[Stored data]
=== Section Start ===
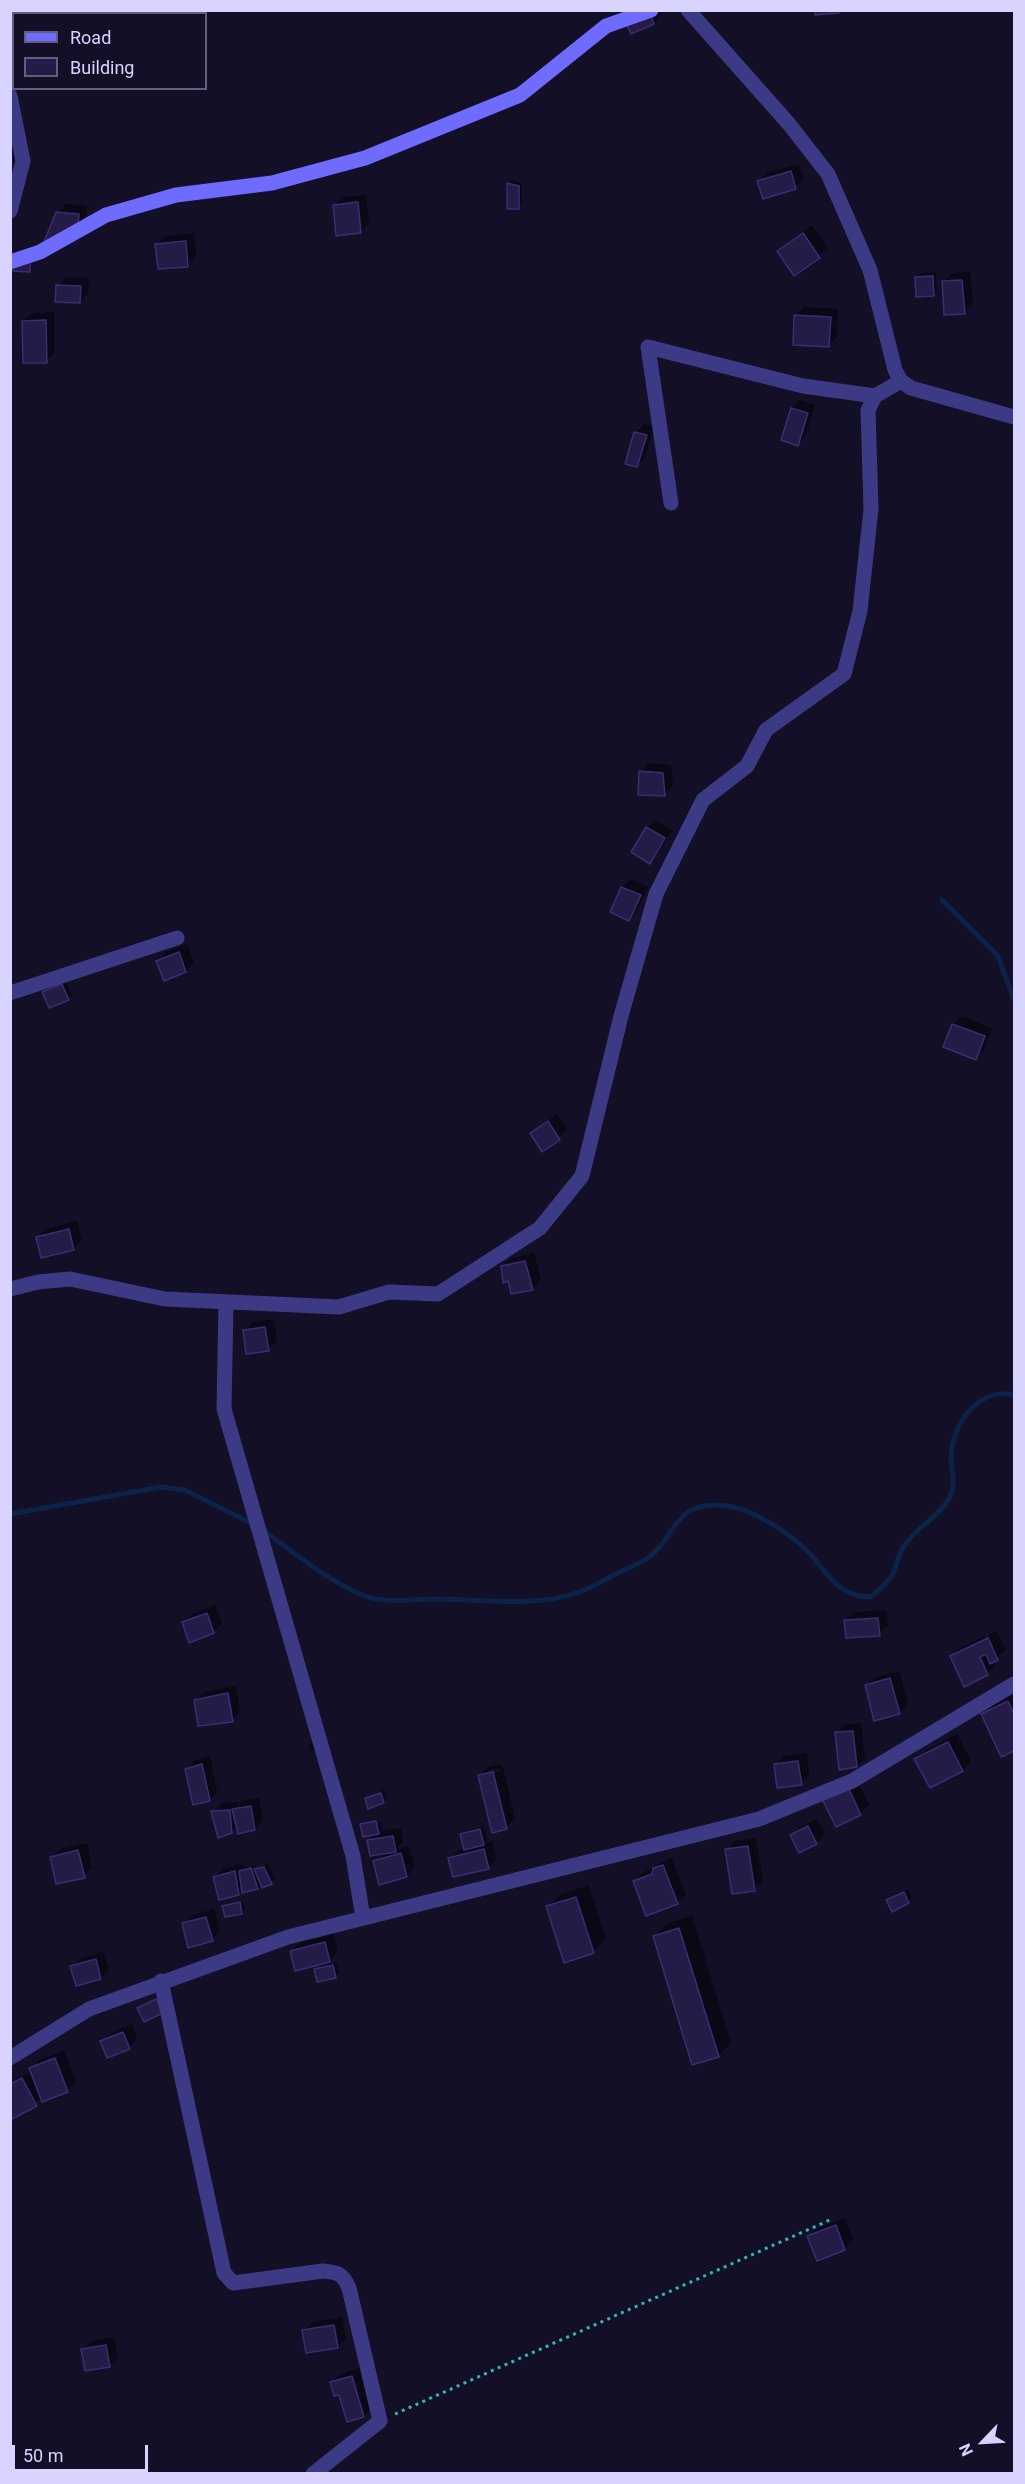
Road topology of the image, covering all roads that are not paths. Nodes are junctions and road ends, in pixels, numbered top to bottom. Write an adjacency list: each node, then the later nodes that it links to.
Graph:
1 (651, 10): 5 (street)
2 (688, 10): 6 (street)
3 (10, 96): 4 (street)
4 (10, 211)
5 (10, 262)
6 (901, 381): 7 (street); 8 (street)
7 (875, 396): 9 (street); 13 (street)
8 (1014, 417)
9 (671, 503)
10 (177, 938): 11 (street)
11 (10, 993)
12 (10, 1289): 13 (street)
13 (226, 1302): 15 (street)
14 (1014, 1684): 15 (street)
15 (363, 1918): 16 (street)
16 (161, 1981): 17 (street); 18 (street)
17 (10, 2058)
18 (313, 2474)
=== Section End ===
## Task goal
Keep every word of the lines above unchanged in the copy, and omit the pictures.

## Answer box
Road topology of the image, covering all roads that are not paths. Nodes are junctions and road ends, in pixels, numbered top to bottom. Write an adjacency list: each node, then the later nodes that it links to.
Graph:
1 (651, 10): 5 (street)
2 (688, 10): 6 (street)
3 (10, 96): 4 (street)
4 (10, 211)
5 (10, 262)
6 (901, 381): 7 (street); 8 (street)
7 (875, 396): 9 (street); 13 (street)
8 (1014, 417)
9 (671, 503)
10 (177, 938): 11 (street)
11 (10, 993)
12 (10, 1289): 13 (street)
13 (226, 1302): 15 (street)
14 (1014, 1684): 15 (street)
15 (363, 1918): 16 (street)
16 (161, 1981): 17 (street); 18 (street)
17 (10, 2058)
18 (313, 2474)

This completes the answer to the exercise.